9. one according to claim 1 is two-way carries the multiple blade fluid energy collecting multicomputer wind motor for electric generation of Y-shaped to turning round rail bearing, it is characterized in that, described round rail windmill car body (3) joins end to end, and in two round equal branches or four equal branches, controllable moving joint is set.
10. one according to claim 1 is two-way carries the multiple blade fluid energy collecting multicomputer wind motor for electric generation of Y-shaped to turning round rail bearing, it is characterized in that, described hydraulic pressure energy collecting multicomputer power generation system (6) is arranged between Nei Sanquan and outer three circle circle rail windmills, respectively organizes hydraulic pressure energy collecting multicomputer power generation system (6) and arranges by equidistant circumference along circle rail windmill track one side; Every group of hydraulic pressure energy collecting multicomputer power generation system (6) comprises reversible working oil hydraulic pump (601), oil hydraulic pump water inlet pipe (602), oil hydraulic pump outlet pipe (603), backwater supervisor (606), vibration means for main pipe for supplying water (605), aqueduct valve (607), high-pressure gas pressure tank (613), air compressor (612), circulating water pool (609), pump for adding liquid (608), hydraulic generator unit (616), wherein
The medium that described hydraulic pressure energy collecting multicomputer power generation system (6) is transmitted in the circulatory system for transformation of energy is water, is applicable to long-term non-icing area;
High-pressure hydraulic in described high-pressure gas pressure tank (613) converts to after electric energy by motor water inlet pipe (614) access hydraulic generator unit (616) generating, and water flows to circulating water pool (609) along motor outlet pipe (618);
Described circulating water pool (609) T is connected to filler pipe, water valve, pump for adding liquid (608), can add water;
The interior gas of described high-pressure gas pressure tank (613) can keep larger volumetric spaces, reduce system liquid pressure water hammer under certain pressure, the upper T of high-pressure gas pressure tank (613) is connected with tracheal pressure (610), air valve (611), air compressor (612), can regulate the volumetric spaces ratio of the interior gas of high-pressure gas pressure tank (613) and water;
The bottom of described circular windmill track (4) is installed with reversible working oil hydraulic pump (601), each reversible working oil hydraulic pump (601) respectively with oil hydraulic pump water inlet pipe (602), airtight connection of oil hydraulic pump outlet pipe (603) that aqueduct valve (607) is installed, many oil hydraulic pump water inlet pipes (602) are parallel to vibration means for main pipe for supplying water (605), and many oil hydraulic pump outlet pipes (603) are parallel to backwater supervisor (606); Vibration means for main pipe for supplying water (605), backwater supervisor (606) extend along circular windmill track (4), several reversible working oil hydraulic pumps in parallel (601).

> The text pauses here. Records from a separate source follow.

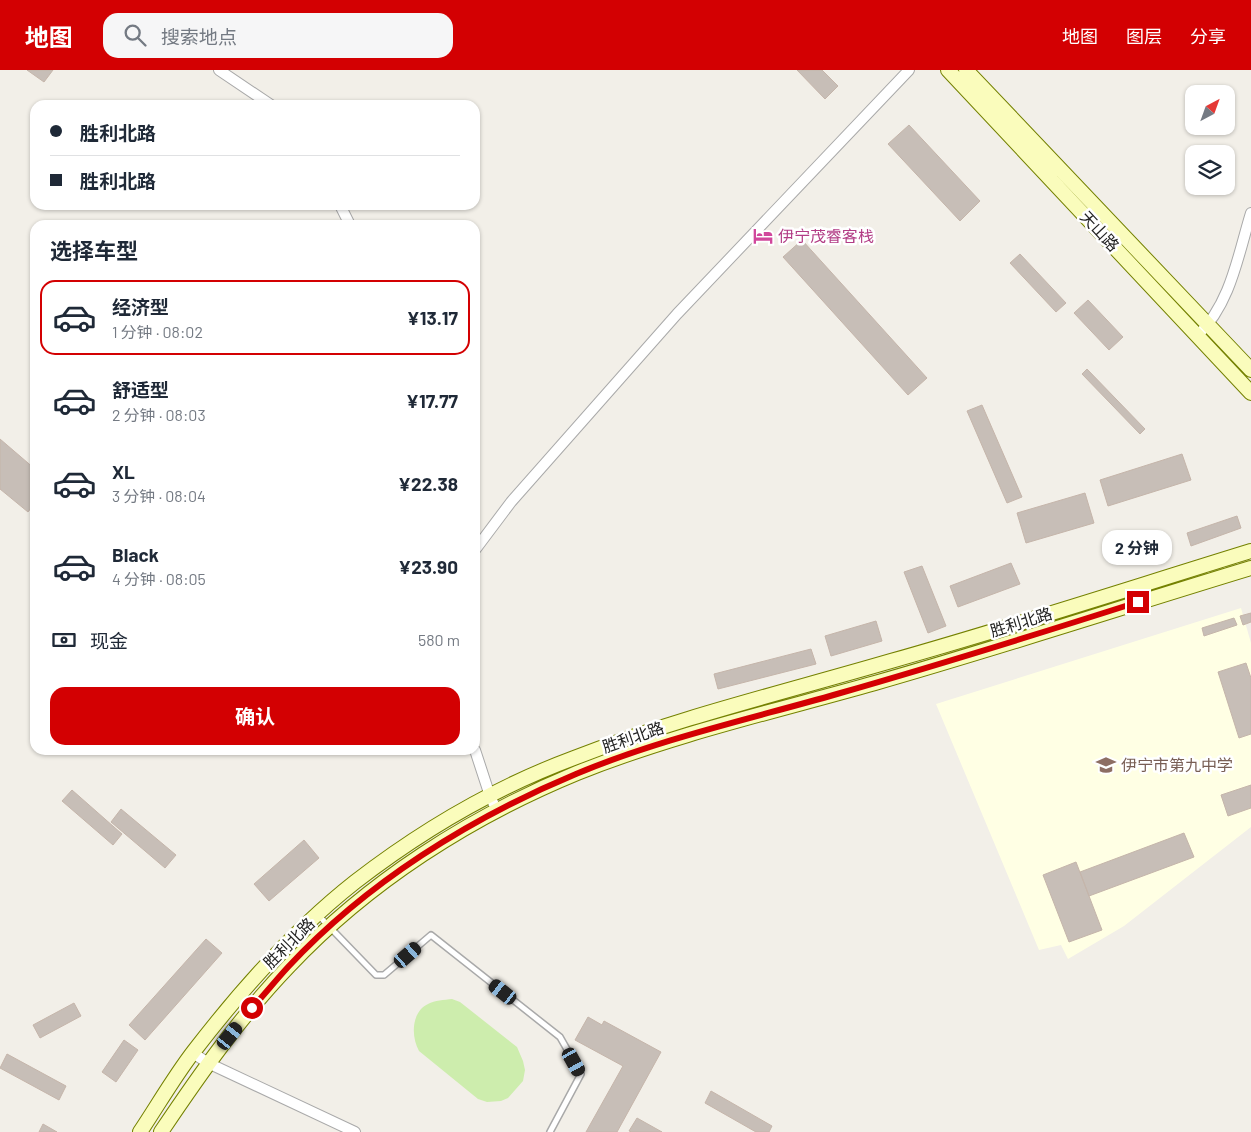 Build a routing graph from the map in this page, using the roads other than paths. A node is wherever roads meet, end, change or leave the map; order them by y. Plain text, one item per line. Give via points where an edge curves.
1 (219, 70) edge
2 (908, 70) edge
3 (948, 70) edge
4 (966, 70) edge
5 (264, 100) edge
6 (1251, 213) edge
7 (1209, 324) junction
8 (1198, 335) junction
9 (1251, 370) edge
10 (1251, 393) edge
11 (480, 543) edge
12 (1251, 551) edge
13 (1251, 568) edge
14 (477, 755) edge
15 (490, 796) junction
16 (497, 811) junction
17 (317, 914) junction
18 (330, 927) junction
19 (193, 1053) junction
20 (208, 1062) junction
21 (140, 1132) edge
22 (161, 1132) edge
23 (355, 1132) edge
24 (550, 1132) edge

1 - 5 street
2 - 11 street via 677,314 511,502
3 - 8 main road, 天山路
4 - 7 main road, 天山路
6 - 7 street via 1225,298
7 - 8 street
7 - 9 main road, 天山路
8 - 10 main road, 天山路
12 - 15 main road, 胜利北路 via 904,658 658,728 572,759
13 - 16 main road, 胜利北路 via 663,744 577,774
14 - 15 street
15 - 16 street
15 - 17 main road, 胜利北路 via 398,852
16 - 18 main road, 胜利北路 via 406,866
17 - 18 lane
17 - 19 main road, 胜利北路 via 258,975
18 - 20 main road, 胜利北路 via 289,966
18 - 24 lane via 376,975 384,976 431,935 560,1037 581,1074
19 - 20 street
19 - 21 main road, 胜利北路
20 - 22 main road, 胜利北路
20 - 23 street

11. one according to claim 10 are two-way carries the multiple blade fluid energy collecting multicomputer wind motor for electric generation of Y-shaped to turning round rail bearing, it is characterized in that, described hydraulic pressure energy collecting multicomputer power generation system (6), the interior three circle circle rails of every group of hydraulic pressure energy collecting multicomputer power generation system (6) windmill for a set of vibration means for main pipe for supplying water (605) and backwater supervisor (606) allow water circulation, the round rails of outer three circle for windmill another set of vibration means for main pipe for supplying water (605) and backwater be responsible for (606) and allow water circulation; Can carry out the conversion of high pressure, low-pressure water circulation by controlling the switch of water main valve, thereby in conversion, the three reversible working oil hydraulic pumps (601) that enclose circle rail windmills or outer three circle circle rail windmills are outputting powers or power are provided.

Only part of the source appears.